Good for Ireland to have resident ambassador at Vatican says new nuncio

It is a good thing for Ireland to have a resident ambassador to the Vatican, according to the new Papal Nuncio, Archbishop Charles Brown.  

“We believe it is important for Ireland to have a presence in Rome so that the voice of Ireland can be expressed directly and consistently and constantly to the Holy See.  That is why you have a resident ambassador,” he said. “It is a good thing for Ireland.”

However, the Holy See absolutely recognises the economic stress of the times, he added. 

Denying there is an “icy” relationship between the Fine Gael government and the Vatican, Archbishop Brown said that the welcome he had been given by the government had been “exceptionally warm and kind at every instance.”

The new Nuncio, who arrived in Ireland a month ago, was not drawn from the diplomatic corps of the Vatican.  
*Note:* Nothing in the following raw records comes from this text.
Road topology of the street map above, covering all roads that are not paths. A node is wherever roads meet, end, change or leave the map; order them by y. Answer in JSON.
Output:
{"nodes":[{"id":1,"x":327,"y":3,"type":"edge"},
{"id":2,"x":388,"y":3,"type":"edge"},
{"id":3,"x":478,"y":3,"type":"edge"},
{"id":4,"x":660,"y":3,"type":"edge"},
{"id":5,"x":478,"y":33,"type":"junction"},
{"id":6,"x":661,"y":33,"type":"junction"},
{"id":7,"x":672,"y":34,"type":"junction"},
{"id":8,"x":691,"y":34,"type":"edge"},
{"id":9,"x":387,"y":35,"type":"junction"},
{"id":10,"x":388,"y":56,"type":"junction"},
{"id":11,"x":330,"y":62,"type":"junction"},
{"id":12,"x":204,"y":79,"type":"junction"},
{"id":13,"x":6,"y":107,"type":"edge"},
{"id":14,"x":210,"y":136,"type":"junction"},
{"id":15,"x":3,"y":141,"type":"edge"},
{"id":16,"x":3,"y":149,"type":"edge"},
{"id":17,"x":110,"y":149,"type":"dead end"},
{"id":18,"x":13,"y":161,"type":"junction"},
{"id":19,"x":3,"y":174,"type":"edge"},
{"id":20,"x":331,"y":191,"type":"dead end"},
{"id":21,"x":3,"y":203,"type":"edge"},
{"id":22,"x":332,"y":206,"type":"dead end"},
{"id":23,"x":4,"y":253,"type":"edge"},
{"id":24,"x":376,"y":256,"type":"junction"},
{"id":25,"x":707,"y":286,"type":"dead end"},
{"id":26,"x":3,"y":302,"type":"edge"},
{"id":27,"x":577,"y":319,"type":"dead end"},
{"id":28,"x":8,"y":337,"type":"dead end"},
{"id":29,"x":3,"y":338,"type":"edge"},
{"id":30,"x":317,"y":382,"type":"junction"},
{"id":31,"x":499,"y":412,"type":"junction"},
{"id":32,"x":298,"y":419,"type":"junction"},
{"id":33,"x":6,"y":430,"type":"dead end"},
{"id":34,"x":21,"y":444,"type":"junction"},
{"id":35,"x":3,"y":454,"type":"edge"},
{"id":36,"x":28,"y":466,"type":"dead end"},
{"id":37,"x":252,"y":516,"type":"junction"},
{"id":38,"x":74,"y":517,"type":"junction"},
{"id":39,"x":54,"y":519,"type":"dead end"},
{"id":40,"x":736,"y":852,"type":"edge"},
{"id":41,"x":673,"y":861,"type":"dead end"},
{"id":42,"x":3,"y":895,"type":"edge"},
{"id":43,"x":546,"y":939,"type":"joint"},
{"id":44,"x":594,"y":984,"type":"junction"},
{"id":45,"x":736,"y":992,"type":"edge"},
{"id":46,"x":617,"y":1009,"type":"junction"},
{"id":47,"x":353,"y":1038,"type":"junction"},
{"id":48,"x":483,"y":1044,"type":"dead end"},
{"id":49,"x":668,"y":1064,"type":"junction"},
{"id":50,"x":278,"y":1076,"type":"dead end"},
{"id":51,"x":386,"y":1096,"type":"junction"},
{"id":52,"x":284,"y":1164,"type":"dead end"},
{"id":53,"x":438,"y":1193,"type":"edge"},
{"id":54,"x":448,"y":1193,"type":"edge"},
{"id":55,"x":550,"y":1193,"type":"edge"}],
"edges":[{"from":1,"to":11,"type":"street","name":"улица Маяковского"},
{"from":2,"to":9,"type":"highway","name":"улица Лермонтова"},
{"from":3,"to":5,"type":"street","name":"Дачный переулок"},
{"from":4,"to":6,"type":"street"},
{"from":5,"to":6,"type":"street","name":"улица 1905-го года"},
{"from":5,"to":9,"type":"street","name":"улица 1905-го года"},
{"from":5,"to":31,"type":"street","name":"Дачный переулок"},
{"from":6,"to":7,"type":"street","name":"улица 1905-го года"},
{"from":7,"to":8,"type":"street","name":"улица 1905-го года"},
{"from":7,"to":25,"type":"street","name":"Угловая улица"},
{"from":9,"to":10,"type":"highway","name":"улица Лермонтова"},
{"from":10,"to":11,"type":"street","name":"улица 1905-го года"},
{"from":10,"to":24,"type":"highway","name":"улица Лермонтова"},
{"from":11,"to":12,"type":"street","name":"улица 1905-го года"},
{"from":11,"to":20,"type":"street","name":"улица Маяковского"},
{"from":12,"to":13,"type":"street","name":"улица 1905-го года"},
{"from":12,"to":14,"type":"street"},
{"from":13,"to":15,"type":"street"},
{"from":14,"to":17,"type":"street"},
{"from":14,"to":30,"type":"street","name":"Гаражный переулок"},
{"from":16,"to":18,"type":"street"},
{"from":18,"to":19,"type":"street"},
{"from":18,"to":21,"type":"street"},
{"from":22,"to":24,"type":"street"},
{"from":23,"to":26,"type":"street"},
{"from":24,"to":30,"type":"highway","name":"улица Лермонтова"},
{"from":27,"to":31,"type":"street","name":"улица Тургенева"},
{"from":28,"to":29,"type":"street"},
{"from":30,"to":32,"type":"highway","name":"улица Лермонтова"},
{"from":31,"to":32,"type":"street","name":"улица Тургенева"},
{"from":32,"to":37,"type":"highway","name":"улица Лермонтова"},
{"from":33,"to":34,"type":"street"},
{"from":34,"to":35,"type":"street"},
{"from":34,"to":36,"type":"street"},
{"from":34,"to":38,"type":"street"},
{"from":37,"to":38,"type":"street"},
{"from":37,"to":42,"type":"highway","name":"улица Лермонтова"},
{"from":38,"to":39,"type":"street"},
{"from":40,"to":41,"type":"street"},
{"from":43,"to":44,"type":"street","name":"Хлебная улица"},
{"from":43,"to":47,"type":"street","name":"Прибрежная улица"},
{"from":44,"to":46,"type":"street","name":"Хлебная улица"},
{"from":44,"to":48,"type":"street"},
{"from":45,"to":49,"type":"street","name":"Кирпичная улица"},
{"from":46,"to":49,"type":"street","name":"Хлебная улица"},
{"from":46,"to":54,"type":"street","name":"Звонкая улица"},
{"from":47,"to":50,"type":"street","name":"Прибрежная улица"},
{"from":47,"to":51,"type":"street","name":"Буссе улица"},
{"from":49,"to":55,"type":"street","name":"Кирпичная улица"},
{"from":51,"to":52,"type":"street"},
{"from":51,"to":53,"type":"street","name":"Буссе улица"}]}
Instead the American prelate worked since 1994 with the Congregation for the Doctrine of the Faith, (the branch of the Vatican that oversees church doctrine) where he worked alongside the then Cardinal Joseph Ratzinger until he became Pope Benedict XVI in 2005.
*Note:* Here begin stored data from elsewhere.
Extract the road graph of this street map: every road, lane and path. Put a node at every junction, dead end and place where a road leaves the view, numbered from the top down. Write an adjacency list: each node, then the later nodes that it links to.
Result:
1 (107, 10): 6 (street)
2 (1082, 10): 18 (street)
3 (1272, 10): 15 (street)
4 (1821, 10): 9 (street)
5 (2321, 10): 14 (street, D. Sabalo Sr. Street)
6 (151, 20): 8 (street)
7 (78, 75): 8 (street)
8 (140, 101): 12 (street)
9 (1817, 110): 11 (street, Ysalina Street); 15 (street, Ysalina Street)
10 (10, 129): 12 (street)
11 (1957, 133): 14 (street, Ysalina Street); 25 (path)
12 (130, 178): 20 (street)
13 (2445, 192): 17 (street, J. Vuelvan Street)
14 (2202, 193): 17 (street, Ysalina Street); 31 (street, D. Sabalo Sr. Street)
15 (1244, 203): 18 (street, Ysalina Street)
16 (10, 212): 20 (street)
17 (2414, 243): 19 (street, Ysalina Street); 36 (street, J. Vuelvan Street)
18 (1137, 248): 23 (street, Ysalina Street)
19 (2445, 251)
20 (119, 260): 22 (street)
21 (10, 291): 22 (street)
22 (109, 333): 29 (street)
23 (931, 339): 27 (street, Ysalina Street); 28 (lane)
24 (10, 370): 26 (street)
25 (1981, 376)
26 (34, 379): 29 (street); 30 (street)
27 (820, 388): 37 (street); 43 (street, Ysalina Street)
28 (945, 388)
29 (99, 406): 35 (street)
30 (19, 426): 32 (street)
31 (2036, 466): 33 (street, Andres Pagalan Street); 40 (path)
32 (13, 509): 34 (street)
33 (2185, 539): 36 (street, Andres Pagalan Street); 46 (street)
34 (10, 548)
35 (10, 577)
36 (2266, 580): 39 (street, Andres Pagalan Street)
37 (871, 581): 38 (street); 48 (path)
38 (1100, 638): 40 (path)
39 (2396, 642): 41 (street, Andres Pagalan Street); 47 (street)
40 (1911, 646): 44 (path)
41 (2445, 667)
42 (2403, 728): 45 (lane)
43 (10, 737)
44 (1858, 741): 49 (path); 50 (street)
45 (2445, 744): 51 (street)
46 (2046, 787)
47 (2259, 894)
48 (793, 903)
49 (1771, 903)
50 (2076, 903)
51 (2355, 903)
While he has a close relationship with the pontiff and could ring him up, “if I needed to,” he said he tried to be “judicious” in his contact with the Pope. 

This is his first appointment as Nuncio and he readily describes himself as a novice. 

“I’m trying to learn as much as I can and as quickly as I can,” he told ciNews.

Currently Ireland has four vacant Sees, and a number of other bishops are due to retire having reached 75.  

Questioned about the appointment of new bishops, Archbishop Brown admitted that having a change in Nuncio was causing a further delay in the appointments but stressed that they were doing everything they could to resolve the situation, “as soon as possible, because a diocese needs a bishop , the Catholic faithful gathered around a bishop.”

“We’re doing everything we can to find good and holy bishops for all the vacant dioceses,” he said.

Archbishop Brown was in Carlow for the Kildare and Leighlin Diocesan Eucharistic Congress.  

He surprised the organisers when he arrived by car alone, having successfully driven from Dublin to Carlow, with just one minor hitch navigating a one way street in Carlow. 

Asked about the huge crises in faith over the abuse scandals, Archbishop Brown said that the Church has to continue to preach the Gospel of Christ, “to give the whole, integral message to the people.  If we preach the Gospel [...] I know people will respond."

He went on, “The Church in the end offers eternal life.  Our kingdom is not of this world and we offer that which comes from Jesus, the life of the world to come, the life of grace, and that gives a joy the world cannot give.  I think when the Gospel of Christ is preached, people respond infallibly and in every case.”